* **Task brief**: Return the lines below that contain the word "Drive".

_ _ _ _ _

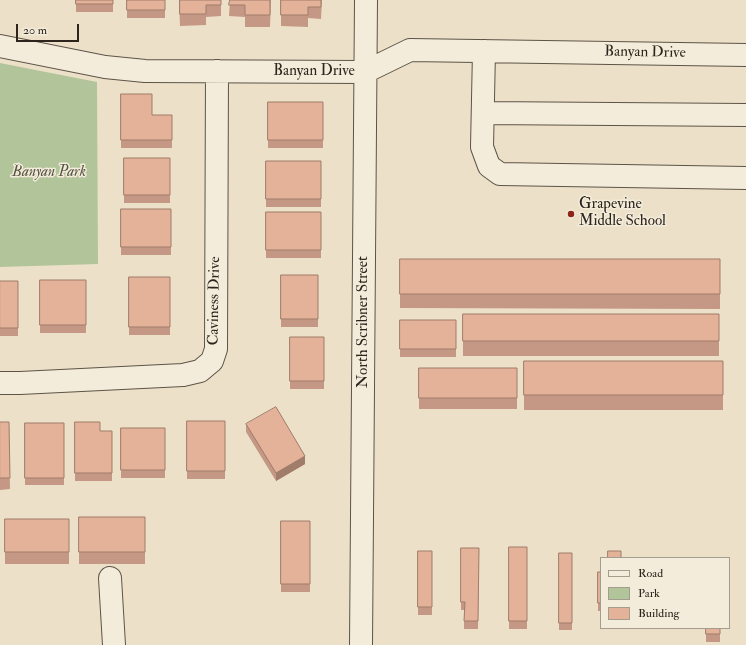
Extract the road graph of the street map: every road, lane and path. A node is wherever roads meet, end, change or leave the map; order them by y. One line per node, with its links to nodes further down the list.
1 (366, 0): 6 (street, North Scribner Street)
2 (0, 46): 5 (street, Banyan Drive)
3 (484, 51): 4 (street, Banyan Drive); 6 (street, Banyan Drive); 7 (street)
4 (746, 55)
5 (217, 71): 6 (street, Banyan Drive); 10 (street, Caviness Drive)
6 (365, 72): 13 (street, North Scribner Street)
7 (483, 113): 8 (street); 9 (street)
8 (746, 115)
9 (746, 178)
10 (0, 383)
11 (110, 578): 12 (street)
12 (114, 645)
13 (361, 645)

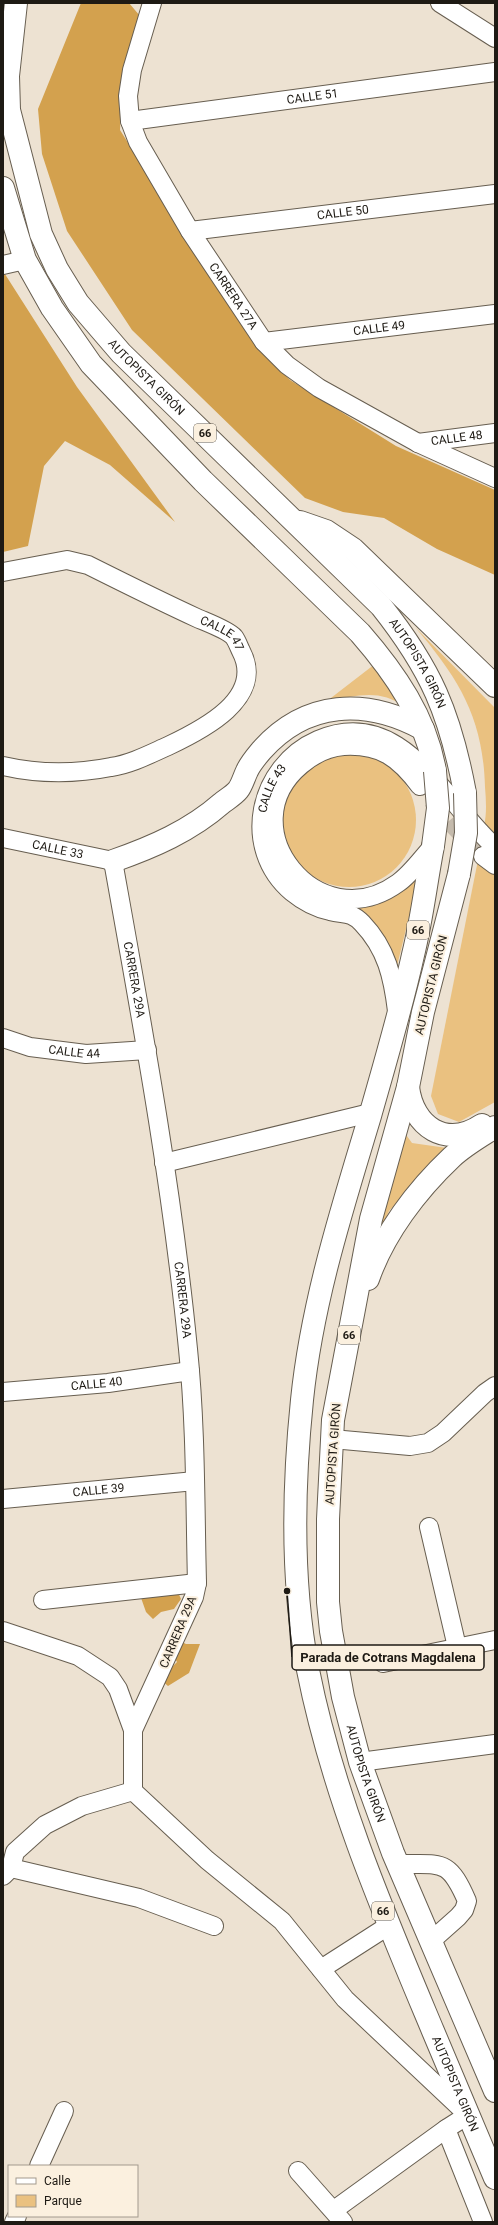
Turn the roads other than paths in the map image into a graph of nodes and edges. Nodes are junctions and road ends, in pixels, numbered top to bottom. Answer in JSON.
{"nodes":[{"id":1,"x":16,"y":3,"type":"edge"},
{"id":2,"x":152,"y":3,"type":"edge"},
{"id":3,"x":440,"y":3,"type":"edge"},
{"id":4,"x":495,"y":38,"type":"edge"},
{"id":5,"x":495,"y":72,"type":"edge"},
{"id":6,"x":130,"y":121,"type":"junction"},
{"id":7,"x":3,"y":188,"type":"edge"},
{"id":8,"x":495,"y":194,"type":"edge"},
{"id":9,"x":190,"y":231,"type":"junction"},
{"id":10,"x":25,"y":260,"type":"junction"},
{"id":11,"x":3,"y":265,"type":"edge"},
{"id":12,"x":495,"y":314,"type":"edge"},
{"id":13,"x":264,"y":342,"type":"junction"},
{"id":14,"x":495,"y":433,"type":"edge"},
{"id":15,"x":418,"y":444,"type":"junction"},
{"id":16,"x":495,"y":478,"type":"edge"},
{"id":17,"x":293,"y":520,"type":"junction"},
{"id":18,"x":3,"y":572,"type":"edge"},
{"id":19,"x":495,"y":686,"type":"edge"},
{"id":20,"x":423,"y":729,"type":"junction"},
{"id":21,"x":3,"y":766,"type":"edge"},
{"id":22,"x":427,"y":778,"type":"junction"},
{"id":23,"x":3,"y":838,"type":"edge"},
{"id":24,"x":433,"y":846,"type":"junction"},
{"id":25,"x":491,"y":856,"type":"edge"},
{"id":26,"x":113,"y":861,"type":"junction"},
{"id":27,"x":397,"y":1014,"type":"junction"},
{"id":28,"x":3,"y":1038,"type":"edge"},
{"id":29,"x":147,"y":1050,"type":"junction"},
{"id":30,"x":408,"y":1087,"type":"junction"},
{"id":31,"x":370,"y":1113,"type":"junction"},
{"id":32,"x":495,"y":1116,"type":"edge"},
{"id":33,"x":495,"y":1127,"type":"edge"},
{"id":34,"x":164,"y":1163,"type":"junction"},
{"id":35,"x":351,"y":1327,"type":"junction"},
{"id":36,"x":190,"y":1371,"type":"junction"},
{"id":37,"x":495,"y":1386,"type":"edge"},
{"id":38,"x":3,"y":1392,"type":"edge"},
{"id":39,"x":332,"y":1439,"type":"junction"},
{"id":40,"x":195,"y":1481,"type":"junction"},
{"id":41,"x":3,"y":1498,"type":"edge"},
{"id":42,"x":429,"y":1527,"type":"dead end"},
{"id":43,"x":197,"y":1583,"type":"junction"},
{"id":44,"x":43,"y":1600,"type":"dead end"},
{"id":45,"x":3,"y":1631,"type":"edge"},
{"id":46,"x":495,"y":1640,"type":"edge"},
{"id":47,"x":456,"y":1647,"type":"junction"},
{"id":48,"x":383,"y":1663,"type":"dead end"},
{"id":49,"x":133,"y":1730,"type":"junction"},
{"id":50,"x":495,"y":1744,"type":"edge"},
{"id":51,"x":360,"y":1762,"type":"junction"},
{"id":52,"x":133,"y":1790,"type":"junction"},
{"id":53,"x":398,"y":1864,"type":"junction"},
{"id":54,"x":7,"y":1872,"type":"edge"},
{"id":55,"x":214,"y":1926,"type":"dead end"},
{"id":56,"x":388,"y":1926,"type":"junction"},
{"id":57,"x":431,"y":1941,"type":"junction"},
{"id":58,"x":321,"y":1969,"type":"junction"},
{"id":59,"x":495,"y":2091,"type":"edge"},
{"id":60,"x":64,"y":2111,"type":"dead end"},
{"id":61,"x":468,"y":2116,"type":"junction"},
{"id":62,"x":446,"y":2129,"type":"junction"},
{"id":63,"x":39,"y":2165,"type":"edge"},
{"id":64,"x":298,"y":2171,"type":"dead end"},
{"id":65,"x":495,"y":2178,"type":"edge"},
{"id":66,"x":338,"y":2216,"type":"edge"},
{"id":67,"x":483,"y":2222,"type":"edge"}],
"edges":[{"from":1,"to":17,"type":"highway","name":"AUTOPISTA GIRÓN","number":"66"},
{"from":2,"to":6,"type":"street","name":"CARRERA 27A"},
{"from":3,"to":4,"type":"street"},
{"from":5,"to":6,"type":"street","name":"CALLE 51"},
{"from":6,"to":9,"type":"street","name":"CARRERA 27A"},
{"from":7,"to":10,"type":"highway","name":"AUTOPISTA GIRÓN","number":"66"},
{"from":8,"to":9,"type":"street","name":"CALLE 50"},
{"from":9,"to":13,"type":"street","name":"CARRERA 27A"},
{"from":10,"to":11,"type":"street"},
{"from":10,"to":20,"type":"highway","name":"AUTOPISTA GIRÓN","number":"66"},
{"from":12,"to":13,"type":"street","name":"CALLE 49"},
{"from":13,"to":15,"type":"street","name":"CARRERA 27A"},
{"from":14,"to":15,"type":"street","name":"CALLE 48"},
{"from":15,"to":16,"type":"street","name":"CARRERA 27A"},
{"from":17,"to":19,"type":"highway"},
{"from":17,"to":30,"type":"highway","name":"AUTOPISTA GIRÓN","number":"66","bridge":true},
{"from":18,"to":21,"type":"street","name":"CALLE 47"},
{"from":20,"to":22,"type":"highway","name":"AUTOPISTA GIRÓN","number":"66"},
{"from":20,"to":26,"type":"highway"},
{"from":22,"to":24,"type":"highway","name":"AUTOPISTA GIRÓN","number":"66","bridge":true},
{"from":22,"to":24,"type":"street","name":"CALLE 43"},
{"from":23,"to":26,"type":"street","name":"CALLE 33"},
{"from":24,"to":27,"type":"highway","name":"AUTOPISTA GIRÓN","number":"66"},
{"from":25,"to":27,"type":"street","name":"CALLE 43"},
{"from":26,"to":29,"type":"street","name":"CARRERA 29A"},
{"from":27,"to":31,"type":"highway","name":"AUTOPISTA GIRÓN","number":"66"},
{"from":28,"to":29,"type":"street","name":"CALLE 44"},
{"from":29,"to":34,"type":"street","name":"CARRERA 29A"},
{"from":30,"to":32,"type":"highway"},
{"from":30,"to":35,"type":"highway","name":"AUTOPISTA GIRÓN","number":"66"},
{"from":31,"to":34,"type":"street"},
{"from":31,"to":56,"type":"highway","name":"AUTOPISTA GIRÓN","number":"66"},
{"from":33,"to":35,"type":"highway"},
{"from":34,"to":36,"type":"street","name":"CARRERA 29A"},
{"from":35,"to":39,"type":"highway","name":"AUTOPISTA GIRÓN","number":"66"},
{"from":36,"to":38,"type":"street","name":"CALLE 40"},
{"from":36,"to":40,"type":"street","name":"CARRERA 29A"},
{"from":37,"to":39,"type":"street"},
{"from":39,"to":51,"type":"highway","name":"AUTOPISTA GIRÓN","number":"66"},
{"from":40,"to":41,"type":"street","name":"CALLE 39"},
{"from":40,"to":43,"type":"street","name":"CARRERA 29A"},
{"from":42,"to":47,"type":"street"},
{"from":43,"to":44,"type":"street"},
{"from":43,"to":49,"type":"street","name":"CARRERA 29A"},
{"from":45,"to":49,"type":"street"},
{"from":46,"to":47,"type":"street"},
{"from":47,"to":48,"type":"street"},
{"from":49,"to":52,"type":"street"},
{"from":50,"to":51,"type":"street"},
{"from":51,"to":53,"type":"highway","name":"AUTOPISTA GIRÓN","number":"66"},
{"from":52,"to":54,"type":"street"},
{"from":52,"to":58,"type":"street"},
{"from":53,"to":57,"type":"highway","name":"AUTOPISTA GIRÓN","number":"66"},
{"from":53,"to":57,"type":"street"},
{"from":54,"to":55,"type":"street"},
{"from":56,"to":58,"type":"street"},
{"from":56,"to":61,"type":"highway","name":"AUTOPISTA GIRÓN","number":"66"},
{"from":57,"to":59,"type":"highway","name":"AUTOPISTA GIRÓN","number":"66"},
{"from":58,"to":61,"type":"street"},
{"from":60,"to":63,"type":"street"},
{"from":61,"to":62,"type":"street"},
{"from":61,"to":65,"type":"highway","name":"AUTOPISTA GIRÓN","number":"66"},
{"from":62,"to":66,"type":"street"},
{"from":62,"to":67,"type":"street"},
{"from":64,"to":66,"type":"street"}]}
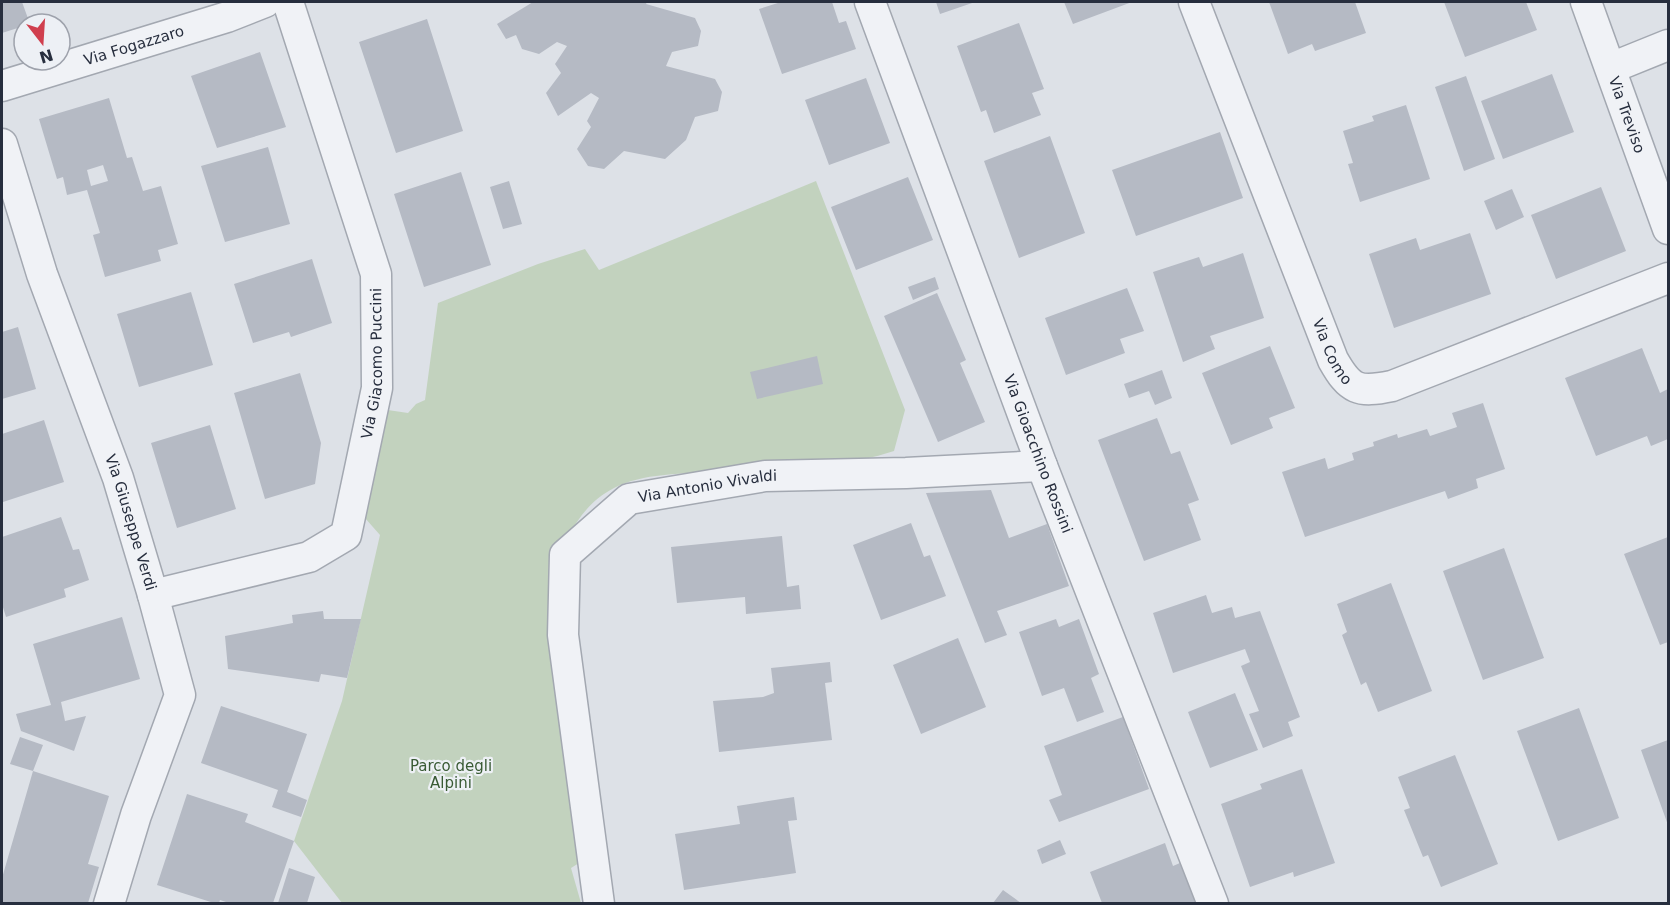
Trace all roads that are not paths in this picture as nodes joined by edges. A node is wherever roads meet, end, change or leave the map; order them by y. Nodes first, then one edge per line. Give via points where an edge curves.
1 (265, 2) edge
2 (288, 2) edge
3 (870, 2) edge
4 (1194, 2) edge
5 (1586, 2) edge
6 (1668, 45) edge
7 (1611, 68) junction
8 (2, 86) edge
9 (2, 144) edge
10 (1668, 229) edge
11 (1668, 278) edge
12 (1042, 466) junction
13 (153, 595) junction
14 (109, 903) edge
15 (599, 903) edge
16 (1213, 903) edge

1 - 8 street, Via Fogazzaro
2 - 13 street, Via Giacomo Puccini via 376,274 377,388 346,535 309,557
3 - 12 street, Via Gioacchino Rossini
4 - 11 street, Via Como via 1333,360 1345,380 1355,386 1371,390 1392,386
5 - 7 street, Via Treviso
6 - 7 street
7 - 10 street, Via Treviso
9 - 13 street, Via Giuseppe Verdi via 42,274 118,478
12 - 15 street, Via Antonio Vivaldi via 765,476 629,499 566,555 563,635
12 - 16 street, Via Gioacchino Rossini
13 - 14 street, Via Giuseppe Verdi via 180,695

_ _ _ _ _

* **Result**:
2 (0, 46): 5 (street, Banyan Drive)
3 (484, 51): 4 (street, Banyan Drive); 6 (street, Banyan Drive); 7 (street)
5 (217, 71): 6 (street, Banyan Drive); 10 (street, Caviness Drive)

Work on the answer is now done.